LES HAUTS DE HURLEVENT (WUTHERINGS HEIGHTS) 1939

De William Wyler (1902 – 1981)

avec Laurence Olivier, Merle Oberon, David Niven

(100 mn)


Pris dans une tempête au milieu des plaines anglaises, un homme se réfugie au domaine des Hauts de Hurlevent. Le maître des lieux, Heathcliff, se montre peu aimable, mais la domestique, en lui offrant l’hospitalité pour la nuit, se met à lui raconter son histoire. Jeune bohémien, Heathcliff est recueilli par charité par M. Earnshaw, ancien maitre des lieux. Hindley, le fils de celui-ci conçoit une profonde haine envers ce nouvel arrivant alors que Cathy, la sœur de Hindley sympathise immédiatement avec Heathcliff. Earnshaw meurt et les années passent. Heathcliff est le domestique des Earnshaw. Hindley sombre dans la boisson alors que Cathy qui aime Heathcliff rêve d’une vie seigneuriale.

Ma critique :

« Je ne peux pas vivre sans ma vie.

Je ne puis mourir sans mon âme ».

On ne « présente » plus les « Hauts de Hurlevent », pas plus que William Wyler ou Laurence Olivier. Ce sont des géants hollywoodiens incontestés et absolument indémodables. Pas plus que l’on ne présente le roman d’Emily Brontë, publié en 1847, dont le film est inspiré.

Au départ, associer Wyler et « Les Hauts de Hurlevent » semble relever de l’anachronisme (surtout pour moi, « fan » inconditionnelle de « Vacances Romaines » du même Wyler !). Pour l’anecdote, d’ailleurs, le tournage s’annonçait très mal avant même de commencer, car Laurence Olivier refusait catégoriquement de tourner avec une autre que Vivien Leigh, sa compagne, et David Niven ne voulait surtout pas travailler avec Wyler ce « tyran absolu » selon lui !


Et puis, Wyler est connu, et souvent critiqué, pour la « neutralité » de son style, ce qui, à priori, aurait pu nuire au sujet. Mais c’est peut-être précisément cette neutralité qui a permis au réalisateur de pouvoir « résumer » le livre à l’écran, en gardant le cœur de l’histoire, son côté mélodramatique et fantastique, sans l’alourdir ni le déformer. Il nous raconte cette histoire sur laquelle on sent planer l’ombre de l’horreur. Grâce à son talent d’observateur, et à un rythme très soutenu, Wyler nous tient littéralement captivés et tendus vers le dénouement tragique que l’on connait pourtant dès le départ.

Toute l’ambivalence morale des personnages est aussi très bien exprimée, certes moins violemment que dans le livre, et Laurence Olivier est un Heathcliff prodigieux. Pour ma part, c’est le rôle dans lequel je l’aime tout particulièrement, car il n’a pas le côté parfois prétentieux et hautain, son jeu semblant presque « forcé » (tout en restant admirable), qu’il peut avoir dans ses grands rôles shakespearien. Certes, Wyler n’est peut-être pas le réalisateur le plus « intéressé » par le romantisme cosmique d’Emily Brontë, ce romantisme qui s échappe des lieux clos (ce que Wyler aime à décrire) pour aller courir dans la lande sauvage et balayée par les vents. Mais il décrit à merveille les différents caractères : Cathy, la passionnée, devenue une épouse bourgeoise et superficielle.
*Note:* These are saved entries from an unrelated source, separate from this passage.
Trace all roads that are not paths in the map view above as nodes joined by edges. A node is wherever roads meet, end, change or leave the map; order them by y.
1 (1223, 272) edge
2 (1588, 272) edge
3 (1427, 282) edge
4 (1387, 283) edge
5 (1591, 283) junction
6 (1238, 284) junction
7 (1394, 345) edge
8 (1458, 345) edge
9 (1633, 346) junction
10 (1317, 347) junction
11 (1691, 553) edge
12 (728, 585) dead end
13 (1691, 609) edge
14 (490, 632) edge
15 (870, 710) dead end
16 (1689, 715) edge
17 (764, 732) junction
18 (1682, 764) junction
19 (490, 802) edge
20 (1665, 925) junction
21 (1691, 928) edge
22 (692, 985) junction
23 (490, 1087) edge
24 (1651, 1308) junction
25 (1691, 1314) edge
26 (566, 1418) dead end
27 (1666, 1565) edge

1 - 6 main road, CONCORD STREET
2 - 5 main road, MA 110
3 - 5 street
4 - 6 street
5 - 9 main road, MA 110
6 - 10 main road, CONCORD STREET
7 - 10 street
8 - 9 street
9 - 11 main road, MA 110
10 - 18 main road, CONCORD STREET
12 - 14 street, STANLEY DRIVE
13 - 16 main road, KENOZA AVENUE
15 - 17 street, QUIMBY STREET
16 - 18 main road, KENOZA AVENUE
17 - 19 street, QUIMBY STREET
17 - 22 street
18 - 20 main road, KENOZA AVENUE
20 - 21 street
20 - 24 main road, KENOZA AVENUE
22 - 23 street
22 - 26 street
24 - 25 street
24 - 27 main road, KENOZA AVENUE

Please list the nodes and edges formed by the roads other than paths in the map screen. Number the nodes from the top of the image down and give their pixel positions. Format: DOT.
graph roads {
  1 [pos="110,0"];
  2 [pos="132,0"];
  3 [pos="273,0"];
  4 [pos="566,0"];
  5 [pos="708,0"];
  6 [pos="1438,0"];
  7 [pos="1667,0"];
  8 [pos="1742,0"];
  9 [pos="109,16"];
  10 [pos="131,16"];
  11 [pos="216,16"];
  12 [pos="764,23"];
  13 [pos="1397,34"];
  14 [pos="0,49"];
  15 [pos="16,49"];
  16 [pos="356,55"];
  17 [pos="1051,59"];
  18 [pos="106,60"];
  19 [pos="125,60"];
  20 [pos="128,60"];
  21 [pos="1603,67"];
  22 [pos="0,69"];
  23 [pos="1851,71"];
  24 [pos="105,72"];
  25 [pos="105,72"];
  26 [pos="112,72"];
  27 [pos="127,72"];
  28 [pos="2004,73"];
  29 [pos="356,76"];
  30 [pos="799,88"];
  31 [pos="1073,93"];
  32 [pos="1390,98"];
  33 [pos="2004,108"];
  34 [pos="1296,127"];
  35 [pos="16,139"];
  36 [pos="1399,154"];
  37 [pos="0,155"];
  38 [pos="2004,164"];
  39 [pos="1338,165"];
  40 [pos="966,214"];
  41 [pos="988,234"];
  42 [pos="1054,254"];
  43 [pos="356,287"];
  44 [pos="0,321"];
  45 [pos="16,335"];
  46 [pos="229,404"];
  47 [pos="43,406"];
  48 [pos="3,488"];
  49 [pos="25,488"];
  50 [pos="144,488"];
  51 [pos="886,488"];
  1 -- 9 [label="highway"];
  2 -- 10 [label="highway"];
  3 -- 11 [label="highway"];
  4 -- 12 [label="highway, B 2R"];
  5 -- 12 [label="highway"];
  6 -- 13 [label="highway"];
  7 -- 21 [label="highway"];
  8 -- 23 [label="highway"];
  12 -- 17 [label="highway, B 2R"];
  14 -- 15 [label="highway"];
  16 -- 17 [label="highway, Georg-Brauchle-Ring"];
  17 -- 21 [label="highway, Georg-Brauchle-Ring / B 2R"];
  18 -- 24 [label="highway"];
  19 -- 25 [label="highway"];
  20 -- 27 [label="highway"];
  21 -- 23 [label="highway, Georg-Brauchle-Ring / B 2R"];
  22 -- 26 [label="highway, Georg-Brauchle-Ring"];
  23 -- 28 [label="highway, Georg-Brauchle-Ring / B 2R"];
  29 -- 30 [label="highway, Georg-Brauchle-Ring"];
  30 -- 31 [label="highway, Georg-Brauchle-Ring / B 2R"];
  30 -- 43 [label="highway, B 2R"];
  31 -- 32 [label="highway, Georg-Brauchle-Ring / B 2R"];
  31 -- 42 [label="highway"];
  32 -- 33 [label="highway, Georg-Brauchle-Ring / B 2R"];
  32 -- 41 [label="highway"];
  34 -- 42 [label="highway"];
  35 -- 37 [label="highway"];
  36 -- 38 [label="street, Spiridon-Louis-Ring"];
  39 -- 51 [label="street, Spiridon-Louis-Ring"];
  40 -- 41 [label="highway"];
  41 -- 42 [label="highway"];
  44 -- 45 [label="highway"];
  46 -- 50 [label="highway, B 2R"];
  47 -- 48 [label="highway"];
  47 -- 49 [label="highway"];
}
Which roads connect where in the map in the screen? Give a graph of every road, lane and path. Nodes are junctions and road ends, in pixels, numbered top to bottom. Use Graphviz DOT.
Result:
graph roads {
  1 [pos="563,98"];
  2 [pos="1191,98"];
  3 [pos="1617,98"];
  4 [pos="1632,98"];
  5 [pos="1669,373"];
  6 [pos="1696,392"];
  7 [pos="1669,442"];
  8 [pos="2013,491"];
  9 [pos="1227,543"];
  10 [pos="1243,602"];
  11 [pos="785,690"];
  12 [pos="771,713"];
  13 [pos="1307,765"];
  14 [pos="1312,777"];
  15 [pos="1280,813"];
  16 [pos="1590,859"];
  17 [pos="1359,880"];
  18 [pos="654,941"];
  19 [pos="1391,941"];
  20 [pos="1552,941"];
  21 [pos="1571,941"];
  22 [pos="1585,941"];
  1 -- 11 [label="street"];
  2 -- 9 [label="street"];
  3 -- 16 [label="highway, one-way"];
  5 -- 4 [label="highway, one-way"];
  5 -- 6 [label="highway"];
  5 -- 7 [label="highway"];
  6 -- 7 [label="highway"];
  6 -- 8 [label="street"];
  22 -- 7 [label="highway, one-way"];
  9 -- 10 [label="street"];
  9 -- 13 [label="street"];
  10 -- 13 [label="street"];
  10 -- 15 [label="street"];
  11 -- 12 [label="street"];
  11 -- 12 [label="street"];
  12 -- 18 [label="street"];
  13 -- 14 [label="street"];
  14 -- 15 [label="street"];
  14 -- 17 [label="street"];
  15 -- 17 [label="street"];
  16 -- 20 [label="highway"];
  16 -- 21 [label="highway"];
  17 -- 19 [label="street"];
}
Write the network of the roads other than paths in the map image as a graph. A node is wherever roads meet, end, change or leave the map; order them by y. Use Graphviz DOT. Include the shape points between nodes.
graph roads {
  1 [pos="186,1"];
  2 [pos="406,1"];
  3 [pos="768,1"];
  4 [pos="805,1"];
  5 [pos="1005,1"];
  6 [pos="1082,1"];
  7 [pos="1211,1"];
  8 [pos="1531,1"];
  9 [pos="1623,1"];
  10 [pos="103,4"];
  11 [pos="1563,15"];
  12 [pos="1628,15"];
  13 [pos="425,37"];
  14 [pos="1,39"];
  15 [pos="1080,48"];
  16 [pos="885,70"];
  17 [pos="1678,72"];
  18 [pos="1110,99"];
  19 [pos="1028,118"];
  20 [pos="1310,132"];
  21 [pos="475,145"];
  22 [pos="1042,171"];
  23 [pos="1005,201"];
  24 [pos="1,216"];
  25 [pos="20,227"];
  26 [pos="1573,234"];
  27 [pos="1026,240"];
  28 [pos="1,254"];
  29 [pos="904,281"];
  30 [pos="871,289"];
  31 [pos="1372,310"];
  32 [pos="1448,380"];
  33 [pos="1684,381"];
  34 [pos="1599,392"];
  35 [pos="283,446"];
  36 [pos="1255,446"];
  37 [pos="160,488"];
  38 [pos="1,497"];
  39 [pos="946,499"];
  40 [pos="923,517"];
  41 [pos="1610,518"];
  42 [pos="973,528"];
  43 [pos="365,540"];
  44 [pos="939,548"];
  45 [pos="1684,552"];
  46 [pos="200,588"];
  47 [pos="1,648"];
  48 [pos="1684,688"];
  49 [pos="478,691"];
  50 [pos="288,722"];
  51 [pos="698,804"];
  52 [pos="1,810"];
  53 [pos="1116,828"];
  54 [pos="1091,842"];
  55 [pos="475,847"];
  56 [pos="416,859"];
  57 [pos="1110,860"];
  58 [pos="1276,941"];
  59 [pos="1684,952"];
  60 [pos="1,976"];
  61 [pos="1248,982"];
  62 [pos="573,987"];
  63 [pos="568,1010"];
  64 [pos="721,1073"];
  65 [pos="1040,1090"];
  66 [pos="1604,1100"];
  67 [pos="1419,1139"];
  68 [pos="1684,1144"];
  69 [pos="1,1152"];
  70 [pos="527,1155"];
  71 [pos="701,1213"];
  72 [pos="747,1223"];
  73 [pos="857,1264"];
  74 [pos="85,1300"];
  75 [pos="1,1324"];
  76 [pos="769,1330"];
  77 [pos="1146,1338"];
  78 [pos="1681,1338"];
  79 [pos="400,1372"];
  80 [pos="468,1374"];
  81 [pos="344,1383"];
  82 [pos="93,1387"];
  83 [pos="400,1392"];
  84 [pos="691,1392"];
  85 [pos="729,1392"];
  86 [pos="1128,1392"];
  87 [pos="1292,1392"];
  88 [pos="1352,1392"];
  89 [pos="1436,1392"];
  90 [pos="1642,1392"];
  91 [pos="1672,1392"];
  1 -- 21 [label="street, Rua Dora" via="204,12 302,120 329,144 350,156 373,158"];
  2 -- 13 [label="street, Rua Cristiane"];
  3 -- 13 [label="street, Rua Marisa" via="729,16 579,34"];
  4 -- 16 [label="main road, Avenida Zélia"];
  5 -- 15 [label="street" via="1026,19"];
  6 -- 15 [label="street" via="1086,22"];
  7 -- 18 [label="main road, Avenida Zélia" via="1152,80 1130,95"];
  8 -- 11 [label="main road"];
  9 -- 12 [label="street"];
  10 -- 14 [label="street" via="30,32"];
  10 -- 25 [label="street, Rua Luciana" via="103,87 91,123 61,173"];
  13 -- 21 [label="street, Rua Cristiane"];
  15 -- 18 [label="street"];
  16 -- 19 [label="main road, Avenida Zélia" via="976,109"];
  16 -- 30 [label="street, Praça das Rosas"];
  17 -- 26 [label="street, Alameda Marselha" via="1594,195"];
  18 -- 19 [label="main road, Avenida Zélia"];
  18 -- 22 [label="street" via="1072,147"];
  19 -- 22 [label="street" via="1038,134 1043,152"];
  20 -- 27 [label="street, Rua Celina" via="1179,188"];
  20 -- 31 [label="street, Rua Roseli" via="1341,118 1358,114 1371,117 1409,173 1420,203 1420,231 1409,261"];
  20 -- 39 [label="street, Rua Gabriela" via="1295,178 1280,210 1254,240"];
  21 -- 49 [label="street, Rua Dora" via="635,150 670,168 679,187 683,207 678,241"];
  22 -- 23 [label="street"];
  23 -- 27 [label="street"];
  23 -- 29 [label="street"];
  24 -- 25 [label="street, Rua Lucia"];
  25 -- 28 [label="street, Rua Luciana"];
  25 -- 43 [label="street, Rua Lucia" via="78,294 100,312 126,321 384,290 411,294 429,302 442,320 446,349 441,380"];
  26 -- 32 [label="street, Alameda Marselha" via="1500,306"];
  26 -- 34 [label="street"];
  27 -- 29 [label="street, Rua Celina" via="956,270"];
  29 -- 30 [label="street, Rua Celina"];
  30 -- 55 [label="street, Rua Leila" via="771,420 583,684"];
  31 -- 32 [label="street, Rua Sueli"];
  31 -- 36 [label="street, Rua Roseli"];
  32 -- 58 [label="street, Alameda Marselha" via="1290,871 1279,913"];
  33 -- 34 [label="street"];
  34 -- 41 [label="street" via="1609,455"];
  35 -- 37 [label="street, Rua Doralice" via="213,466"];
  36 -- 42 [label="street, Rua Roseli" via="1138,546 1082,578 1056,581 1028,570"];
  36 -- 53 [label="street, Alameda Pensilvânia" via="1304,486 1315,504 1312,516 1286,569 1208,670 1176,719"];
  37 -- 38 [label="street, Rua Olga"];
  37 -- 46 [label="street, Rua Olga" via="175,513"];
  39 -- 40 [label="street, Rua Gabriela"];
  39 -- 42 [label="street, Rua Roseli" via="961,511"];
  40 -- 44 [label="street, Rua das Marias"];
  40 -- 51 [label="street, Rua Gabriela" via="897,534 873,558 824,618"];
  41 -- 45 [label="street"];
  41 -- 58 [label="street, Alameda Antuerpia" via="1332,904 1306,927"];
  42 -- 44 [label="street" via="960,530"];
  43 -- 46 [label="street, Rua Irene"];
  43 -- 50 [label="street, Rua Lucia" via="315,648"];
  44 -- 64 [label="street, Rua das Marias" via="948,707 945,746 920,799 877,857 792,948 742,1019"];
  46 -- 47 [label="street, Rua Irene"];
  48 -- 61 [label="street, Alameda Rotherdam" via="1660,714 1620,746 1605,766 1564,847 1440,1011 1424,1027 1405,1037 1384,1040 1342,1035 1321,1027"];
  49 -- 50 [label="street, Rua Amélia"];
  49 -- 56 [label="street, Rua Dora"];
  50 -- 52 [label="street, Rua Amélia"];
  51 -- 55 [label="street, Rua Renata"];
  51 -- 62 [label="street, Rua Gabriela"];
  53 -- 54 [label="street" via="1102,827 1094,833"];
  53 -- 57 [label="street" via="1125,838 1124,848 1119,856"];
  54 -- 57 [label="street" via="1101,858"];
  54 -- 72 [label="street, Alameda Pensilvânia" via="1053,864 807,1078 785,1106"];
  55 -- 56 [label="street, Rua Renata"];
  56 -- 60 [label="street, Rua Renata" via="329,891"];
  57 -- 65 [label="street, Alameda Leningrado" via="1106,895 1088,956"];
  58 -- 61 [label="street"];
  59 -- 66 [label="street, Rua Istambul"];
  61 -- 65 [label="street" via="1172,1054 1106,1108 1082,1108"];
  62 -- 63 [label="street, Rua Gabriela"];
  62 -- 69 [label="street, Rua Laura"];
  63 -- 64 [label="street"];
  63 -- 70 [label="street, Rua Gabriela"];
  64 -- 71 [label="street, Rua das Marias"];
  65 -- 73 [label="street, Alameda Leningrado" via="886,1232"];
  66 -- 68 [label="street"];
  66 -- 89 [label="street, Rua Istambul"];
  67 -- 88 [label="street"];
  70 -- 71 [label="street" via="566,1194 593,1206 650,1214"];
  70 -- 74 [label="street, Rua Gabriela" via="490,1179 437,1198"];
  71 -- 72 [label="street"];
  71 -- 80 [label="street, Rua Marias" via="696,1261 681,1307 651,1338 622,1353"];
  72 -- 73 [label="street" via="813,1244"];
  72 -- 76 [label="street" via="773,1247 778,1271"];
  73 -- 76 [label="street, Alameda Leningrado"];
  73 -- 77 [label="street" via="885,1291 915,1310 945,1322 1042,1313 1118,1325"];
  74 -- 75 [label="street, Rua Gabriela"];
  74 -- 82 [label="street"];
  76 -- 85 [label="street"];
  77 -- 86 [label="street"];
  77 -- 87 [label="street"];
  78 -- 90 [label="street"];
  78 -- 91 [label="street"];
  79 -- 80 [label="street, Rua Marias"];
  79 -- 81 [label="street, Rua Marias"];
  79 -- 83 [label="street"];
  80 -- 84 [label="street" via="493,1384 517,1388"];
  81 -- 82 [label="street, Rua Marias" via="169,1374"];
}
Heathcliff, torturé, prisonnier de son désir de vengeance (enfermé dans son manoir délabré), sombre et romantique.

« Les hauts de Hurlevent » de William Wyler reste, grâce à tout cela, la plus belle adaptation de cette violente et sombre histoire d’amour du cinéma hollywoodien.

Image de prévisualisation YouTube


Un commentaire pour “LES HAUTS DE HURLEVENT (WUTHERINGS HEIGHTS) 1939”

  • Jacques dit:

    Encore un film que j’étais totalement persuadé d’avoir vu maintes et maintes fois…et qui me semble une complète découverte en visionnant ta vidéo !! J’ai adoré le livre et maintenant ta magnifique critique, so, now, let’s see this great Wyler’s movie !!